First was Odyssey: The Complete Game Master's Guide to Campaign Management, a gift from my spouse. I expect to be running an RPG again soon, and I'm reading a number of such books to refresh my skills. This one wasn't bad at all.

Next was Pirates of Frequency Modulation, an online history piece that goes into the story of pirate radio off Great Britain. It's worth taking a peek at when you're on the Internet.

Then I read Unframed: The Art of Improvisation for Game Masters, clearly another game-related book and again not bad at all for those who plan on running RPGs.

Next was Osprey Fortress #36: US Strategic and Defensive Missile Systems 1950 - 2004. I found this one especially interesting as my high school was only blocks away from the command center of the Los Angeles-area Nike missile site. These weapons were defensive, intended to shoot down bombers heading towards LA with nuclear weapons, and the book went into some detail about them. Fascinating!

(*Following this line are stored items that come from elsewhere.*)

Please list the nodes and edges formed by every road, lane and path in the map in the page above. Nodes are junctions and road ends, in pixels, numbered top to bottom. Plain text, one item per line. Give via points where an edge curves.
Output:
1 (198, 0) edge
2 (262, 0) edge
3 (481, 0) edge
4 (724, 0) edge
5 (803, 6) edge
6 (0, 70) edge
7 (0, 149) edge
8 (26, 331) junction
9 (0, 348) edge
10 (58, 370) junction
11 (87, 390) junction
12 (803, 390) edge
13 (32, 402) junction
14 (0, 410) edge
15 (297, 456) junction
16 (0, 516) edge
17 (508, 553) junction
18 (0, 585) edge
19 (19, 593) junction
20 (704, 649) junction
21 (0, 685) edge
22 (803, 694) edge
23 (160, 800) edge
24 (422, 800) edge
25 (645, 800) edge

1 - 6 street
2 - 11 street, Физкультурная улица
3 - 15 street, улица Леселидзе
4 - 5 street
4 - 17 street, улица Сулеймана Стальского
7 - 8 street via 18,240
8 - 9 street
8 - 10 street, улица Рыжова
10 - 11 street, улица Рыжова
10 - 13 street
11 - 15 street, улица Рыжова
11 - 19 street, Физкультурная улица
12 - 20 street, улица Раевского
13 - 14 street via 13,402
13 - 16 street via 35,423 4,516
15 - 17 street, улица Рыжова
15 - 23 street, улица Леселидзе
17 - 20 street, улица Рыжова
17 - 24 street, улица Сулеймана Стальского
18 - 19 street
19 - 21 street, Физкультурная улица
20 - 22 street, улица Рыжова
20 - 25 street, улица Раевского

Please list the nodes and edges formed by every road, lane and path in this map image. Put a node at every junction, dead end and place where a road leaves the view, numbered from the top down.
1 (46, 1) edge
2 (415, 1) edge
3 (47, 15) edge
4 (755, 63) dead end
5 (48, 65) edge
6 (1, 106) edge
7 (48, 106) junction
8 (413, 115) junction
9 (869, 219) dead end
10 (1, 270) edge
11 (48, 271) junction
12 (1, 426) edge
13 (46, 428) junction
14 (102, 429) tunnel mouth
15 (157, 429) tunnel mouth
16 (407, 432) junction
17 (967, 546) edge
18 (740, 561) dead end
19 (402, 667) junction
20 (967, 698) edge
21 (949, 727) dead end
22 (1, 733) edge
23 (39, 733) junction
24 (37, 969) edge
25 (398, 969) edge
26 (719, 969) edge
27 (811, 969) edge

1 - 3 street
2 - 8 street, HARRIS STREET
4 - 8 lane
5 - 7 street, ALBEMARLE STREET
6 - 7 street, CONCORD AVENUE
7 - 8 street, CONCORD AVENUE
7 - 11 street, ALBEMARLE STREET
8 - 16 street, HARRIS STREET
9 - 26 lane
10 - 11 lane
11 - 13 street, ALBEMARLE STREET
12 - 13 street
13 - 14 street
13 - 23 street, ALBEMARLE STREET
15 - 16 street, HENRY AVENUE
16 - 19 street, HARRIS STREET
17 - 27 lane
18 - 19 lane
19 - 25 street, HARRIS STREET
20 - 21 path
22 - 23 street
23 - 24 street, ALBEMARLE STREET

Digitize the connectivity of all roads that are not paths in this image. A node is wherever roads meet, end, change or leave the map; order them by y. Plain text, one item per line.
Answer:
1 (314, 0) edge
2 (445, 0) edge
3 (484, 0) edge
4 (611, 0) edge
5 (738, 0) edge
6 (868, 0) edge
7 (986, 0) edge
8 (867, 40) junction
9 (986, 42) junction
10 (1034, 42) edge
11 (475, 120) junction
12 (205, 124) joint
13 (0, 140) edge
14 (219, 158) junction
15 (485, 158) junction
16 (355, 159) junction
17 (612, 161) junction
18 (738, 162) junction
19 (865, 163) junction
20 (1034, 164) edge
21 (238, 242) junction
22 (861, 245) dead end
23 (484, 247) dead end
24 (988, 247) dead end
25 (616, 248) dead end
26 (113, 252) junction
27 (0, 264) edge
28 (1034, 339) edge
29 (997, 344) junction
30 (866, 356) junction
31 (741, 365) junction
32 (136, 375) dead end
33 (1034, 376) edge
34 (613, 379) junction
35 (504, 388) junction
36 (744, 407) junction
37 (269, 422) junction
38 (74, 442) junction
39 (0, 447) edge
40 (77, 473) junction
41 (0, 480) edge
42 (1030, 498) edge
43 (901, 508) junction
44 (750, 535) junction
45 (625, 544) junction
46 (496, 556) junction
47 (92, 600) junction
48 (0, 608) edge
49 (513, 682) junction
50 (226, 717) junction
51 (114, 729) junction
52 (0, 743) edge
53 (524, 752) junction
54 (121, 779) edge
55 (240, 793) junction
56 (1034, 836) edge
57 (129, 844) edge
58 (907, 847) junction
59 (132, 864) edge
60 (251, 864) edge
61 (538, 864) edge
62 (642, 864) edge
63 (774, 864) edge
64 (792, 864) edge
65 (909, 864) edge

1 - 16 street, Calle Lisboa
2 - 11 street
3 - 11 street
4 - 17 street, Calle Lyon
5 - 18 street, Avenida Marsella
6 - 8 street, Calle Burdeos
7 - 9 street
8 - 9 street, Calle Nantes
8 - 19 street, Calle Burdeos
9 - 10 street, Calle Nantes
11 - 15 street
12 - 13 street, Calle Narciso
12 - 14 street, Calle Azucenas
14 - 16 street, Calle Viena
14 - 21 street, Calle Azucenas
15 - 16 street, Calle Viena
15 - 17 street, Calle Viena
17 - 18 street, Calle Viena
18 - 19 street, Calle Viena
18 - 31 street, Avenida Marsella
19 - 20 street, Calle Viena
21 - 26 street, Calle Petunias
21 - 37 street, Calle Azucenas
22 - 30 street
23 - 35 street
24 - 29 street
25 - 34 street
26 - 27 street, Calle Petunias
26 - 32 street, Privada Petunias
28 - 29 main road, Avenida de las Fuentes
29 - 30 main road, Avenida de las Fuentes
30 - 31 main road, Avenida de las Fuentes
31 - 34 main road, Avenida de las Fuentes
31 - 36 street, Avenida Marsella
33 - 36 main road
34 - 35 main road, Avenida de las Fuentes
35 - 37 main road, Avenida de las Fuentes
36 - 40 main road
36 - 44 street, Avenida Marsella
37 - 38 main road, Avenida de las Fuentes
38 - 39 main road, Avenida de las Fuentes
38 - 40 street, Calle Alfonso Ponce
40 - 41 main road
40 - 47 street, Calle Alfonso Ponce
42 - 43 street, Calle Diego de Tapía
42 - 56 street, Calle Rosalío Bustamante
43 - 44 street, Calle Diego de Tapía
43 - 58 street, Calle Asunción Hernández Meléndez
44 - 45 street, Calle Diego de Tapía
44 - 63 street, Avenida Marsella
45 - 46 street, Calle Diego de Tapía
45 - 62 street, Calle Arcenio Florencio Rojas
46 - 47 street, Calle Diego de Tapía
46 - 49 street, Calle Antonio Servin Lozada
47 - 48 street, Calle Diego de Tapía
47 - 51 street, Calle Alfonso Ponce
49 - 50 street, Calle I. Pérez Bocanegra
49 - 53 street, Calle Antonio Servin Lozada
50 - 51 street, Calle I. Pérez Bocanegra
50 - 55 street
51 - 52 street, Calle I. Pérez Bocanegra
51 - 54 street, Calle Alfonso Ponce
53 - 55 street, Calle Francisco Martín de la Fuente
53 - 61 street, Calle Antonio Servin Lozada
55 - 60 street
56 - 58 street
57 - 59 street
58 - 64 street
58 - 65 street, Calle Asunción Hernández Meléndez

Then, Osprey Men-At-Arms #28: The Russian Army of the Napoleonic Wars. This one was not nearly as interesting. As with most of the older Osprey books, the art wasn't as good as it became later, and the prose was fairly turgid.

Next was Osprey New Vanguard #18: M2/M3 Bradley Infantry Fighting Vehicle 1983 – 1995, pretty technical. Not horrible. Not recommended, either.

(4 comments | Speak, or forever hold your peace)


[User Picture]
Date:September 11th, 2016 03:48 pm (UTC)
Just over the Golden Gate Bridge from us in the Marin Headlands is Nike Missile Site SF-88, the last Nike site preserved much like it was during the Cold War, including missiles (with no warheads). The National Park Service and a group of volunteers keep it in good condition. Once a month they have a day when veterans involved in the Nike system are on hand to explain how it all worked, including raising and lowering missiles to and from the firing position. Earlier this year we went on such a day and took it all in. Fascinating and sobering stuff.
[User Picture]
Date:September 12th, 2016 02:03 am (UTC)
Is that close to the gun emplacements of 11-inch artillery that were up there during WWII?
[User Picture]
Date:September 12th, 2016 02:50 pm (UTC)
Depends on what you mean by "close", but there are a number of former gun batteries in that area all within a few miles of each other, as well as the Nike site. The Nike site is down in a little valley, while the gun emplacements are on the tops of hills with a view of the ocean.
[User Picture]
Date:September 12th, 2016 10:02 pm (UTC)
By "close" I suppose that I meant, say, within one hundred yards. Doesn't sound like it.

This ain't no party, this ain't no disco...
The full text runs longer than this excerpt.